I was about to suggest the framework as well, but I don’t have to :)
I would just add that the build quality is at least equal to any mainstream brand like Dell or Lenovo, and you also gain in repairability/upgradability which will make this laptop last forever (every single piece is replaceable) or upgradable for a fraction of the price of a new laptop.I wrote a first impression and 2.5 months review if you’re interested.
Dell XPS 13 checks all your boxes except good speakers.
I have the XPS 15 9510 model. Intel 13th gen i7, backlit keyboard, great trackpad, sleek design. It came with 16GB ram but I replaced with 32.
I bought it “refurb” on eBay last May SPECIFICALLY because I wanted the most Mac-like PC. Running Arch Linux from day one and it’s been rock solid and super fast. The speakers aren’t great and the mic is pretty bad. But I usually use headphones or external speakers when docked.
I honestly am very happy with it and it was only like $550.
I spent a bunch of time before this comparing new computers; between Thinkbooks, Framework, Tuxedo, XPS. In the end I decided what I wanted didn’t require it to be new. I was only concerned about degraded battery but I can replace that myself when the time comes.
I don’t want to plug the seller but they’re constantly selling these on eBay so you’ll probably see them if you search.
Side note I disabled the NVIDIA GPU and only use the Intel iGPU which has saved a lot of battery.
btw, can you really replace the ssd/ram on these xps 13s?

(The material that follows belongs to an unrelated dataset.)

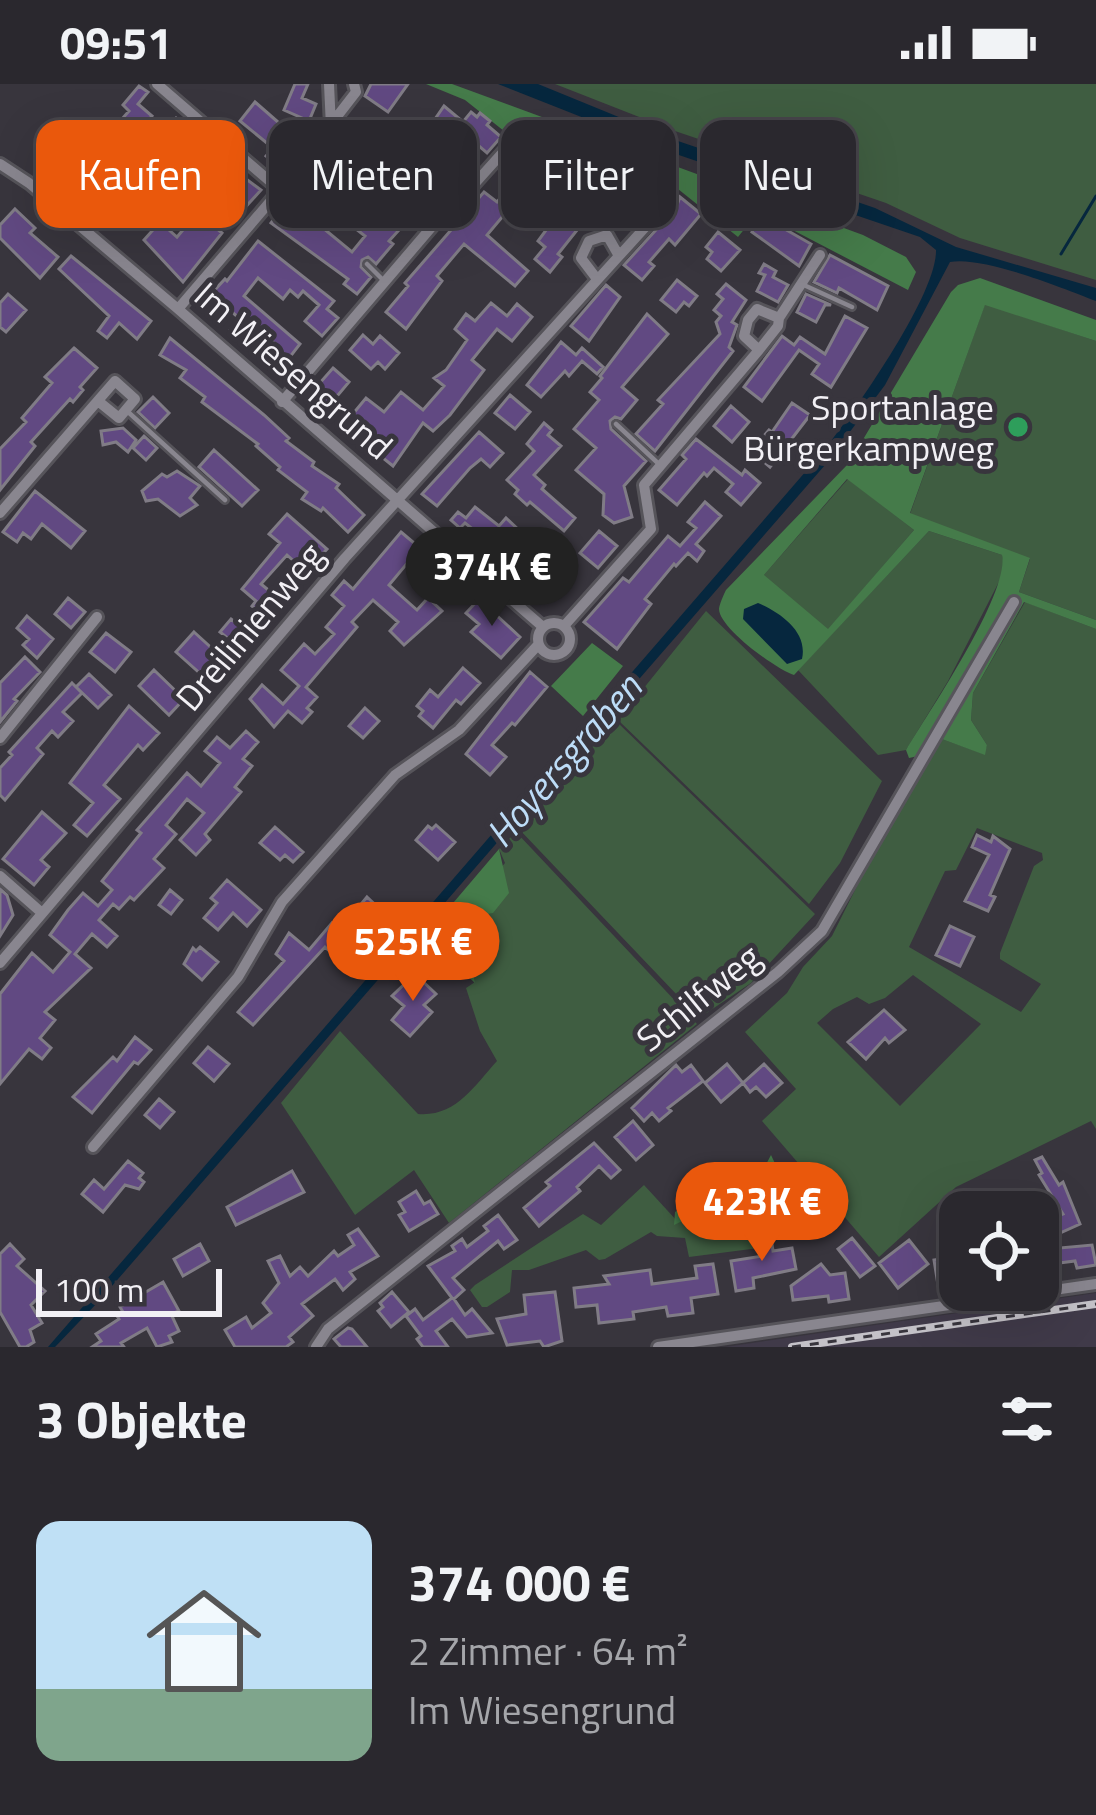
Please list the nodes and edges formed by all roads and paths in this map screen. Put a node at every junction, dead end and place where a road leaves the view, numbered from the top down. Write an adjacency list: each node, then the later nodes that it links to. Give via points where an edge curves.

I found one afor $1700, and in greece they ask for $2500 if you spec it with 32gb of ram. But if I can replace it myself easily, that would be nice.
Yes SSD and RAM are simple to replace. There are two SSD NVME slots in fact, and only one is used by default so you can add another.

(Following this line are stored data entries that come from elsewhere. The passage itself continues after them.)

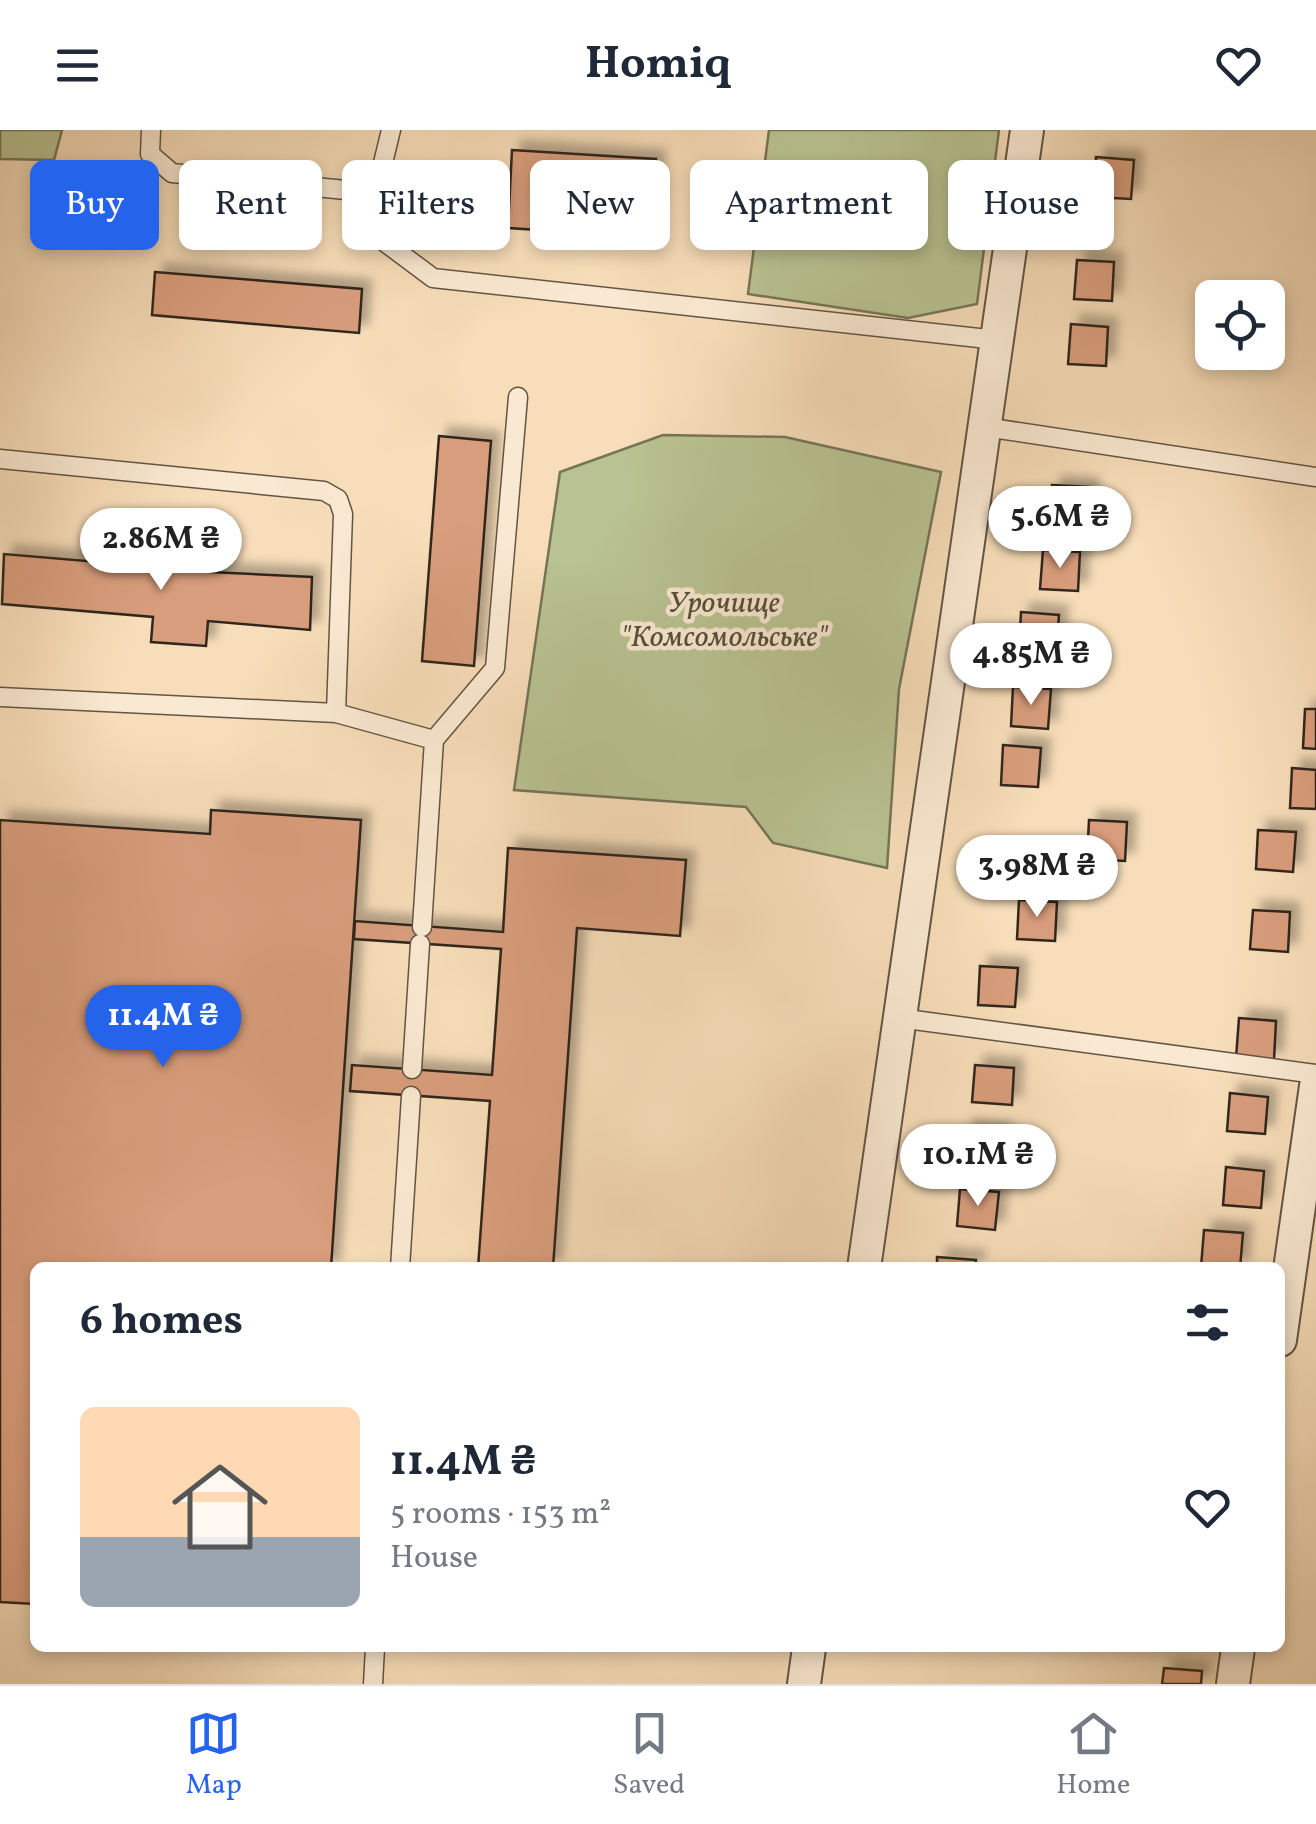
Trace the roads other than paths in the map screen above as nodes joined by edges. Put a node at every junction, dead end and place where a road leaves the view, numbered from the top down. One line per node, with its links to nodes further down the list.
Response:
1 (151, 130): 5 (lane)
2 (391, 130): 4 (lane)
3 (1027, 130): 7 (street)
4 (384, 160)
5 (342, 190)
6 (395, 250): 7 (lane)
7 (997, 340): 9 (street)
8 (518, 397): 14 (lane)
9 (985, 427): 11 (lane); 15 (street)
10 (0, 459): 13 (lane)
11 (1316, 477)
12 (0, 697): 13 (lane)
13 (336, 712): 14 (lane)
14 (434, 740): 16 (lane)
15 (900, 1018): 17 (lane); 21 (street)
16 (412, 1069)
17 (1316, 1074)
18 (1316, 1086): 22 (street)
19 (411, 1096): 20 (lane)
20 (400, 1262)
21 (865, 1262)
22 (1285, 1305)
23 (375, 1652): 26 (lane)
24 (808, 1652): 27 (street)
25 (1237, 1652): 28 (street)
26 (372, 1684)
27 (804, 1684)
28 (1233, 1684)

This is very useful, thank you. I will investigate!
2025 is the year of the Linux laptop
Lenovo
I bought a refirb Chromebook with an Intel CPU for $150 and put Debian on it.
Its a piece of shit, but I feel like a technology racoon. Its also lightweight. I do my homework on it.
Speakers don’t work tho, but it’s OK thats what headphones are for.
You could just go cheap until u find something perfect.
I already have 5 laptops. Laptops that range from 2800 passmark points to 5500 points (older Chromebooks usually clock between 1400 and 4000 points, so yours is probably in that range). I use these laptops as testbeds mostly, not as my main laptops for work/browsing. I need something faster than my M1 Macbook Air (which clocks 14,000 points – and that’s already 5 years old). So a 6th refurbished, old, slow laptop won’t do the job.
In fact, funnily enough, I’ve done the same mistake with video cameras back in the day. I was buying cheaper stuff, thinking that one feature here, or one feature there would make out for not buying a more expensive camera. They weren’t enough. I had to wait to 2024 to actually find the video camera that I was looking for in 2011.
Same for phones. Even after the popularization of the iphone and android, I still didn’t like them. I had to wait until about 2018-or-so, to feel that they had matured to the level I envisioned them 15 years earlier!
I guess I have certain ideas on what I want from hardware and anything less doesn’t cut it…
Apple hardware may piss off in my world, glad it works for you but claiming some universal UX superiority is very silly.
I can’t stand the keyboard layout, the touchpad, the case shape, the crummy ports, I really dislike it all.
Admit you’re very picky and just want Apple because it fits your specific desires; that is fine.